Apa yang terjadi saat ini, di mana MA menambahkan tafsir batas usia calon kepala daerah pada Pilkada Serentak 2024 membawa kita ke kisah sebelumnya. Respon Jokowi terkait karier politik Kaesang sama persis dengan responnya kepada Gibran sebelum Pilpres 2024.

Ketika ditarik ke belakang, tepatnya pada 4 Mei 2023, Jokowi pernah ditanya awak media soal rumor duet Prabowo-Gibran untuk pilpres. Apa jawaban Jokowi kala itu?

Ia meminta publik berpikir logis karena usia Gibran yang tak memenuhi syarat menjadi capres-cawapres jika mengacu UU Nomor 7 Tahun 2017 tentang Pemilu. Waktu itu usia minimal capres-cawapres adalah 40 tahun.

Selain terkendala usia, Jokowi juga meragukan kemampuan Gibran yang baru dua tahun menjabat wali kota Solo.

Prabowo Subianto dan Gibran Rakabuming Raka dalam acara konsolidasi pemenangan Pilpres 2024 di Sentul International Convention Center (SICC), Bogor, Minggu (10/12/2023).(Dok.
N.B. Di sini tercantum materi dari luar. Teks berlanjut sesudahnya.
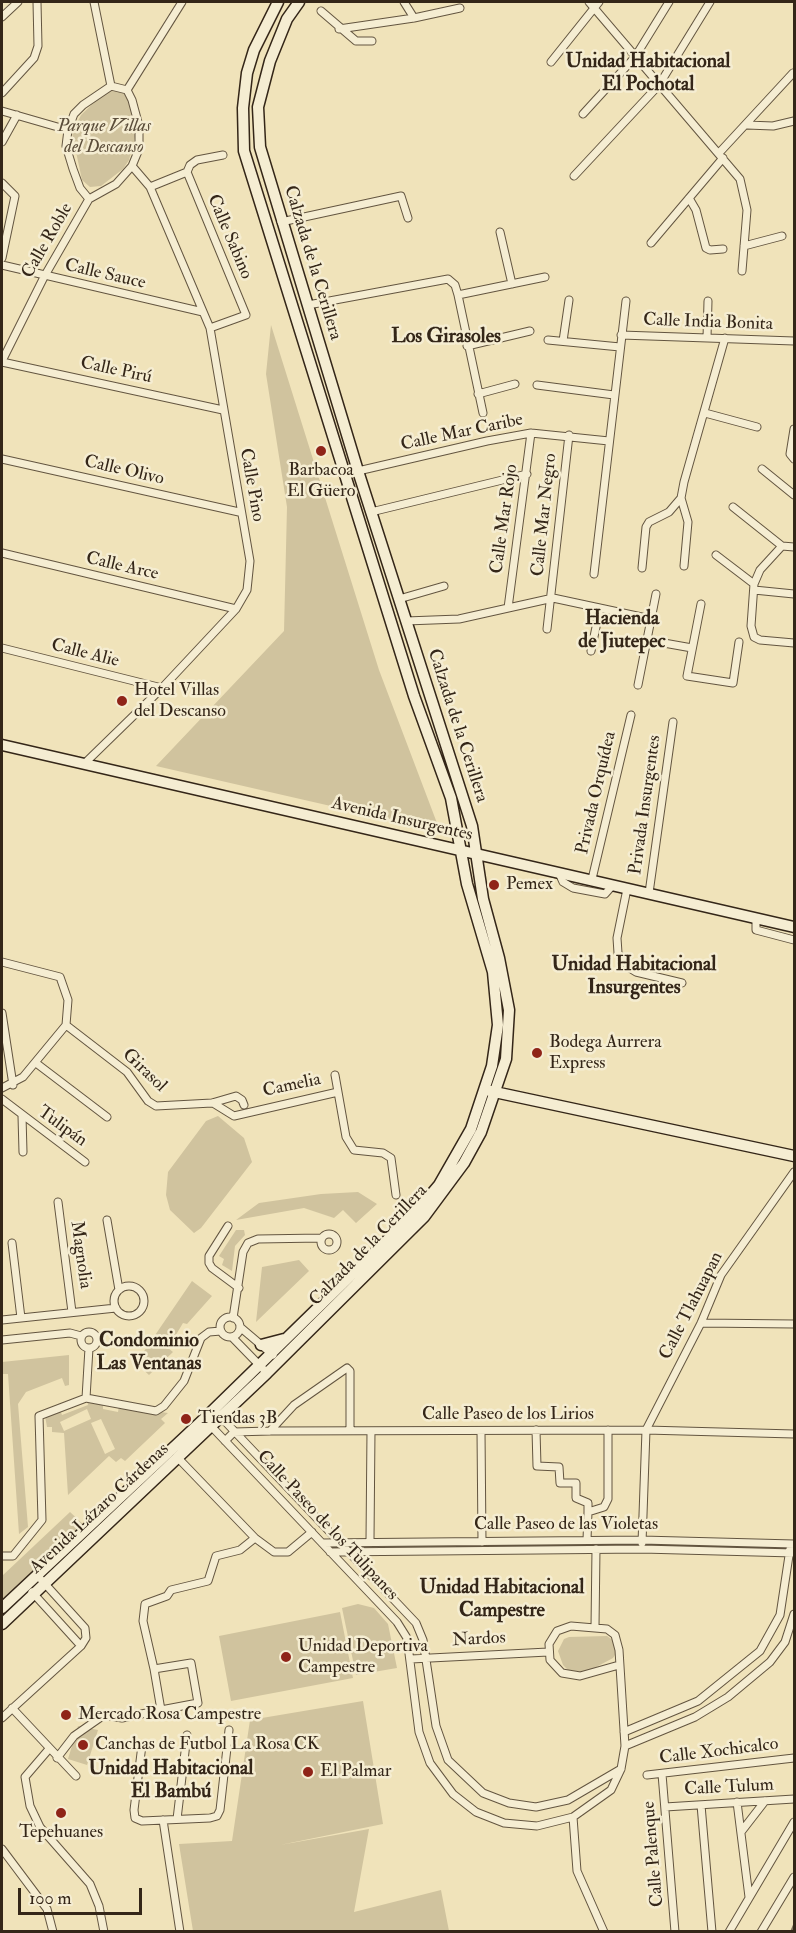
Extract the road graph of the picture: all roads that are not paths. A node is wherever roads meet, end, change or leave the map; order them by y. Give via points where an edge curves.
1 (18, 2) edge
2 (37, 2) edge
3 (94, 2) edge
4 (182, 2) edge
5 (278, 2) edge
6 (299, 2) edge
7 (404, 2) edge
8 (589, 2) edge
9 (598, 2) edge
10 (669, 2) edge
11 (710, 2) edge
12 (460, 8) dead end
13 (594, 9) junction
14 (321, 11) dead end
15 (2, 18) edge
16 (414, 18) junction
17 (339, 29) junction
18 (372, 40) dead end
19 (635, 57) junction
20 (550, 62) dead end
21 (794, 73) edge
22 (659, 85) junction
23 (111, 86) junction
24 (127, 90) junction
25 (2, 93) edge
26 (2, 111) edge
27 (583, 114) dead end
28 (17, 115) junction
29 (795, 121) edge
30 (747, 125) junction
31 (68, 130) junction
32 (2, 142) edge
33 (223, 154) dead end
34 (721, 155) junction
35 (132, 166) junction
36 (187, 172) junction
37 (574, 176) dead end
38 (2, 183) edge
39 (150, 188) junction
40 (689, 198) junction
41 (89, 199) junction
42 (408, 218) dead end
43 (281, 222) junction
44 (500, 232) dead end
45 (782, 236) dead end
46 (651, 243) dead end
47 (744, 246) junction
48 (723, 249) dead end
49 (2, 258) edge
50 (2, 265) edge
51 (742, 271) dead end
52 (45, 276) junction
53 (545, 277) dead end
54 (512, 284) junction
55 (458, 295) junction
56 (569, 300) dead end
57 (626, 301) dead end
58 (708, 301) dead end
59 (308, 305) junction
60 (203, 312) junction
61 (210, 328) junction
62 (530, 331) dead end
63 (621, 335) junction
64 (707, 338) junction
65 (725, 338) junction
66 (548, 340) dead end
67 (563, 341) junction
68 (795, 341) edge
69 (467, 346) junction
70 (620, 348) junction
71 (2, 361) edge
72 (514, 384) dead end
73 (537, 385) dead end
74 (478, 394) junction
75 (614, 395) junction
76 (223, 410) junction
77 (705, 412) junction
78 (483, 413) dead end
79 (757, 427) dead end
80 (795, 429) edge
81 (531, 433) junction
82 (568, 435) junction
83 (609, 441) junction
84 (2, 459) edge
85 (795, 459) edge
86 (762, 469) dead end
87 (358, 471) junction
88 (527, 474) junction
89 (795, 495) edge
90 (681, 498) junction
91 (733, 507) dead end
92 (239, 512) junction
93 (371, 512) junction
94 (782, 546) junction
95 (795, 547) edge
96 (2, 553) edge
97 (716, 555) dead end
98 (684, 566) dead end
99 (642, 568) dead end
100 (594, 574) dead end
101 (444, 586) dead end
102 (754, 587) junction
103 (656, 594) dead end
104 (795, 594) edge
105 (553, 598) junction
106 (399, 599) junction
107 (700, 603) dead end
108 (508, 608) junction
109 (600, 608) junction
110 (236, 609) junction
111 (651, 619) junction
112 (406, 621) junction
113 (547, 629) dead end
114 (647, 640) junction
115 (739, 642) dead end
116 (795, 643) edge
117 (2, 648) edge
118 (692, 648) junction
119 (591, 651) dead end
120 (638, 685) dead end
121 (162, 688) junction
122 (631, 715) dead end
123 (673, 722) dead end
124 (2, 745) edge
125 (84, 764) junction
126 (462, 851) junction
127 (478, 854) junction
128 (559, 873) junction
129 (592, 879) junction
130 (614, 885) junction
131 (627, 889) junction
132 (649, 893) junction
133 (756, 918) junction
134 (795, 927) edge
135 (795, 940) edge
136 (2, 962) edge
137 (682, 983) dead end
138 (2, 1013) edge
139 (66, 1025) junction
140 (36, 1062) junction
141 (335, 1075) dead end
142 (13, 1085) junction
143 (2, 1088) edge
144 (490, 1091) junction
145 (338, 1092) junction
146 (2, 1099) edge
147 (228, 1100) junction
148 (212, 1103) junction
149 (244, 1106) junction
150 (225, 1108) junction
151 (253, 1110) junction
152 (240, 1114) junction
153 (22, 1116) junction
154 (107, 1117) dead end
155 (476, 1130) junction
156 (23, 1152) dead end
157 (795, 1156) edge
158 (85, 1162) dead end
159 (795, 1172) edge
160 (396, 1195) dead end
161 (58, 1202) dead end
162 (107, 1220) dead end
163 (228, 1226) dead end
164 (321, 1239) dead end
165 (12, 1243) dead end
166 (239, 1288) junction
167 (119, 1290) junction
168 (116, 1308) junction
169 (72, 1312) junction
170 (21, 1318) junction
171 (233, 1318) junction
172 (2, 1320) edge
173 (701, 1323) junction
174 (795, 1324) edge
175 (240, 1327) junction
176 (221, 1331) junction
177 (81, 1336) junction
178 (232, 1337) junction
179 (285, 1339) junction
180 (2, 1340) edge
181 (261, 1345) junction
182 (89, 1348) junction
183 (270, 1353) junction
184 (279, 1361) junction
185 (259, 1364) junction
186 (267, 1373) junction
187 (86, 1398) junction
188 (217, 1413) junction
189 (208, 1422) junction
190 (536, 1430) junction
191 (608, 1430) junction
192 (646, 1430) junction
193 (270, 1431) junction
194 (350, 1431) junction
195 (371, 1431) junction
196 (481, 1431) junction
197 (234, 1432) junction
198 (795, 1434) edge
199 (225, 1441) junction
200 (178, 1458) junction
201 (588, 1512) junction
202 (312, 1532) junction
203 (255, 1538) junction
204 (370, 1540) junction
205 (482, 1540) junction
206 (587, 1540) junction
207 (642, 1540) junction
208 (337, 1541) junction
209 (322, 1543) junction
210 (793, 1544) edge
211 (482, 1549) junction
212 (596, 1549) junction
213 (642, 1549) junction
214 (345, 1550) junction
215 (330, 1552) junction
216 (792, 1553) edge
217 (2, 1556) edge
218 (41, 1579) junction
219 (29, 1590) junction
220 (2, 1608) edge
221 (795, 1614) edge
222 (2, 1624) edge
223 (595, 1627) junction
224 (81, 1646) junction
225 (548, 1652) junction
226 (428, 1658) junction
227 (411, 1659) junction
228 (619, 1665) junction
229 (154, 1668) junction
230 (12, 1708) junction
231 (161, 1710) junction
232 (2, 1718) edge
233 (229, 1730) dead end
234 (624, 1732) junction
235 (187, 1735) dead end
236 (142, 1745) dead end
237 (625, 1746) junction
238 (49, 1749) junction
239 (57, 1758) junction
240 (795, 1758) edge
241 (621, 1769) junction
242 (662, 1774) junction
243 (647, 1775) dead end
244 (76, 1776) dead end
245 (795, 1799) edge
246 (765, 1801) junction
247 (737, 1802) junction
248 (701, 1804) junction
249 (664, 1807) junction
250 (573, 1817) junction
251 (177, 1819) junction
252 (163, 1820) junction
253 (795, 1822) edge
254 (741, 1832) junction
255 (2, 1849) edge
256 (795, 1877) edge
257 (749, 1897) junction
258 (53, 1932) edge
259 (104, 1932) edge
260 (180, 1932) edge
261 (604, 1932) edge
262 (675, 1932) edge
263 (712, 1932) edge
264 (729, 1932) edge
265 (761, 1932) edge

1 - 15 street
2 - 25 street via 38,46 34,58
3 - 23 street
4 - 24 street
5 - 126 main road, Calzada de la Cerillera via 247,73 244,151 414,696 451,798
6 - 43 main road, Calzada de la Cerillera via 287,19 270,61 258,107 260,147
7 - 16 street
8 - 13 street
9 - 13 street
10 - 19 street
11 - 22 street
12 - 16 street
13 - 19 street
13 - 20 street
14 - 17 street
16 - 17 street
17 - 18 street via 356,41
19 - 22 street
19 - 27 street
21 - 30 street
22 - 34 street
22 - 37 street
23 - 24 street
23 - 31 street via 74,114
24 - 35 street via 139,126 139,150
26 - 28 street
28 - 31 street
28 - 32 street
29 - 30 street via 773,126
30 - 34 street
31 - 41 street via 66,146 80,188
33 - 36 street via 197,160
34 - 40 street
34 - 47 street via 740,179 747,210
35 - 39 street, Calle Pino
35 - 41 street via 116,184
36 - 39 street
36 - 61 street, Calle Sabino via 246,315
38 - 49 street via 15,196
39 - 60 street, Calle Pino
40 - 46 street
40 - 48 street via 696,210 703,244 710,250
41 - 52 street, Calle Roble
42 - 43 street via 401,196
43 - 59 main road, Calzada de la Cerillera
44 - 54 street
45 - 47 street
47 - 51 street
50 - 52 street, Calle Sauce
52 - 60 street, Calle Sauce
52 - 71 street, Calle Roble
53 - 54 street
54 - 55 street
55 - 59 street via 448,279
55 - 69 street
56 - 67 street
57 - 63 street
58 - 64 street
59 - 87 main road, Calzada de la Cerillera
60 - 61 street, Calle Pino
61 - 76 street, Calle Pino
62 - 69 street
63 - 64 street, Calle India Bonita
63 - 70 street
64 - 65 street, Calle India Bonita
65 - 68 street, Calle India Bonita
65 - 77 street
66 - 67 street
67 - 70 street
69 - 74 street
70 - 75 street
71 - 76 street, Calle Pirú
72 - 74 street
73 - 75 street
74 - 78 street
75 - 83 street
76 - 92 street, Calle Pino
77 - 79 street
77 - 90 street
80 - 85 street via 790,454
81 - 82 street, Calle Mar Caribe
81 - 87 street, Calle Mar Caribe
81 - 88 street, Calle Mar Rojo
82 - 83 street, Calle Mar Caribe
82 - 105 street, Calle Mar Negro
83 - 100 street
84 - 92 street, Calle Olivo
86 - 89 street
87 - 93 main road, Calzada de la Cerillera
88 - 93 street
88 - 108 street, Calle Mar Rojo
90 - 98 street via 688,522
90 - 99 street via 669,512 646,527
91 - 94 street
92 - 110 street, Calle Pino via 250,561 247,590
93 - 106 main road, Calzada de la Cerillera
94 - 95 street
94 - 102 street via 760,570
96 - 110 street, Calle Arce
97 - 102 street
101 - 106 street
102 - 104 street
102 - 116 street via 754,637
103 - 111 street
105 - 108 street
105 - 109 street
105 - 113 street, Calle Mar Negro
106 - 112 main road, Calzada de la Cerillera
107 - 118 street
108 - 112 street via 459,619
109 - 111 street
109 - 119 street
110 - 121 street, Calle Pino
111 - 114 street
112 - 127 main road, Calzada de la Cerillera
114 - 118 street
114 - 120 street
115 - 118 street via 733,683 687,676
117 - 121 street, Calle Alie
121 - 125 street, Calle Pino
122 - 129 street, Privada Orquídea
123 - 132 street, Privada Insurgentes
124 - 125 main road, Avenida Insurgentes
125 - 126 main road, Avenida Insurgentes
126 - 127 main road, Avenida Insurgentes
126 - 144 main road, Calzada de la Cerillera via 467,884 493,972 498,1025
127 - 128 main road, Avenida Insurgentes
127 - 144 main road, Calzada de la Cerillera via 483,899 499,958 510,1024 506,1059
128 - 129 main road, Avenida Insurgentes
128 - 130 street via 563,882 573,888 605,894
129 - 130 main road, Avenida Insurgentes
130 - 131 main road, Avenida Insurgentes
131 - 132 main road, Avenida Insurgentes
131 - 137 street via 618,952 636,972
132 - 133 main road, Avenida Insurgentes
133 - 134 main road, Avenida Insurgentes
133 - 135 street via 756,930
136 - 139 street via 60,977 68,1000
138 - 142 street
139 - 140 street
139 - 148 street, Girasol via 127,1072 156,1106
140 - 142 street
140 - 154 street
141 - 145 street, Camelia
142 - 143 street
144 - 155 main road, Calzada de la Cerillera
144 - 157 main road
145 - 151 street, Camelia
145 - 160 street, Camelia via 346,1137 354,1150 384,1153 392,1158
146 - 153 street, Tulipán
147 - 148 street
147 - 149 street via 239,1097
147 - 150 street
148 - 150 street
149 - 151 street
149 - 152 street
150 - 152 street via 231,1115
151 - 152 street, Camelia
153 - 156 street, Tulipán
153 - 158 street, Tulipán
155 - 179 main road, Calzada de la Cerillera via 417,1211
155 - 184 main road, Calzada de la Cerillera via 464,1163 424,1216
159 - 173 street, Calle Tlahuapan via 721,1275
161 - 169 street, Magnolia
162 - 167 street
163 - 166 street via 209,1256 209,1263
164 - 166 street via 258,1239 248,1244 243,1252
165 - 170 street
166 - 171 street
167 - 168 street
167 - 168 street via 136,1287 143,1294 144,1304 139,1312 129,1316
168 - 169 street
169 - 170 street
170 - 172 street
171 - 175 street
171 - 176 street via 222,1322
173 - 174 street
173 - 192 street, Calle Tlahuapan
175 - 178 street
175 - 181 street
176 - 178 street
176 - 187 street via 208,1332 201,1338 184,1381 156,1411
177 - 180 street via 70,1333
177 - 182 street via 82,1344
177 - 182 street via 88,1331 95,1334 97,1342
178 - 185 street
179 - 181 main road
179 - 183 main road, Calzada de la Cerillera
181 - 183 street
182 - 187 street
183 - 184 street
183 - 185 main road, Calzada de la Cerillera
184 - 186 main road, Calzada de la Cerillera
185 - 186 street
185 - 188 main road, Calzada de la Cerillera
186 - 188 main road, Calzada de la Cerillera
187 - 217 street via 37,1419 42,1520 13,1556
188 - 189 main road, Avenida Lázaro Cárdenas
188 - 197 street, Calle Paseo de los Tulipanes
189 - 199 street, Calle Paseo de los Tulipanes
189 - 200 main road, Avenida Lázaro Cárdenas
189 - 218 main road, Avenida Lázaro Cárdenas
190 - 191 street, Calle Paseo de los Lirios
190 - 196 street, Calle Paseo de los Lirios
190 - 201 street via 537,1466 560,1467 560,1483 576,1483 576,1498 588,1503
191 - 192 street, Calle Paseo de los Lirios
191 - 201 street via 608,1499 604,1507
192 - 198 street, Calle Paseo de los Lirios
192 - 207 street
193 - 194 street, Calle Paseo de los Lirios
193 - 194 street via 294,1406 347,1368
193 - 197 street, Calle Paseo de los Lirios
194 - 195 street, Calle Paseo de los Lirios
195 - 196 street, Calle Paseo de los Lirios
195 - 204 street
196 - 205 street
197 - 199 street
197 - 208 street, Calle Paseo de los Tulipanes
199 - 202 street, Calle Paseo de los Tulipanes
200 - 203 street
200 - 218 main road, Avenida Lázaro Cárdenas
201 - 206 street
202 - 203 street via 288,1552 274,1552
202 - 209 street, Calle Paseo de los Tulipanes
203 - 229 street via 240,1550 216,1556 208,1581 171,1590 167,1596 149,1601 142,1610
204 - 205 street, Calle Paseo de las Violetas
204 - 208 street, Calle Paseo de las Violetas
205 - 206 street, Calle Paseo de las Violetas
205 - 211 street
206 - 207 street, Calle Paseo de las Violetas
207 - 210 street, Calle Paseo de las Violetas
207 - 213 street
208 - 209 street, Calle Paseo de las Violetas
208 - 214 street, Calle Paseo de los Tulipanes
209 - 215 street, Calle Paseo de los Tulipanes
210 - 216 street
211 - 212 street, Calle Paseo de las Violetas
211 - 214 street, Calle Paseo de las Violetas
212 - 213 street, Calle Paseo de las Violetas
212 - 223 street
213 - 216 street, Calle Paseo de las Violetas
214 - 215 street, Calle Paseo de las Violetas
214 - 226 street, Calle Paseo de los Tulipanes via 416,1623
215 - 227 street, Calle Paseo de los Tulipanes via 397,1622 407,1638
216 - 234 street via 780,1615 760,1651 698,1701
218 - 219 main road, Avenida Lázaro Cárdenas
218 - 224 street via 85,1628 86,1638
219 - 220 main road, Avenida Lázaro Cárdenas
219 - 222 main road, Avenida Lázaro Cárdenas
219 - 224 street
221 - 237 street via 785,1641 770,1662 728,1697 695,1717
223 - 225 street via 571,1626 557,1631
223 - 228 street via 615,1635
224 - 230 street
225 - 226 street, Nardos
225 - 228 street via 555,1668 571,1676
226 - 227 street, Nardos
226 - 241 street, Calle Paseo de los Tulipanes via 436,1726 448,1760 483,1793 509,1803 536,1807 568,1800
227 - 250 street, Calle Paseo de los Tulipanes via 419,1732 430,1763 453,1794 476,1812 504,1823 537,1826
228 - 234 street
229 - 231 street
229 - 231 street via 191,1663 195,1683 198,1703
230 - 232 street
230 - 238 street
231 - 239 street via 122,1718 104,1715 74,1736
233 - 251 street via 217,1816
234 - 237 street
235 - 251 street
236 - 252 street via 135,1818
237 - 241 street
238 - 239 street
238 - 259 street via 25,1777 30,1806 40,1827 90,1884
239 - 244 street
240 - 242 street, Calle Xochicalco
241 - 250 street, Calle Paseo de los Tulipanes via 611,1790
242 - 243 street, Calle Xochicalco
242 - 249 street, Calle Palenque
245 - 246 street, Calle Tulum
246 - 247 street, Calle Tulum
246 - 254 street
247 - 248 street, Calle Tulum
247 - 254 street
248 - 249 street, Calle Tulum
248 - 263 street
249 - 262 street, Calle Palenque
250 - 261 street via 578,1871
251 - 252 street
252 - 260 street
253 - 257 street
254 - 257 street
255 - 258 street via 47,1910
256 - 265 street
257 - 264 street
Tim Komunikasi Gerindra)

Tapi apa yang terjadi? Di hadapan Prabowo setelah memimpin Apel Hari Santri Nasional 2023 di Tugu Pahlawan, Surabaya, 22 Mei 2023, Jokowi memberi restu jika putra sulungnya ingin menjadi cawapres Prabowo.

Pernyataan itu terlontar setelah MK mengabulkan gugatan uji materi soal batas usia capres-cawapres boleh di bawah 40 tahun dengan syarat pernah menjabat kepala daerah yang dipilih lewat pemilu.

Singkat cerita, Prabowo akhirnya berpasangan dengan Gibran dan mengalahkan dua pesaingnya, Anies Baswedan-Muhaimin Iskandar dan Ganjar Pranowo-Mahfud MD.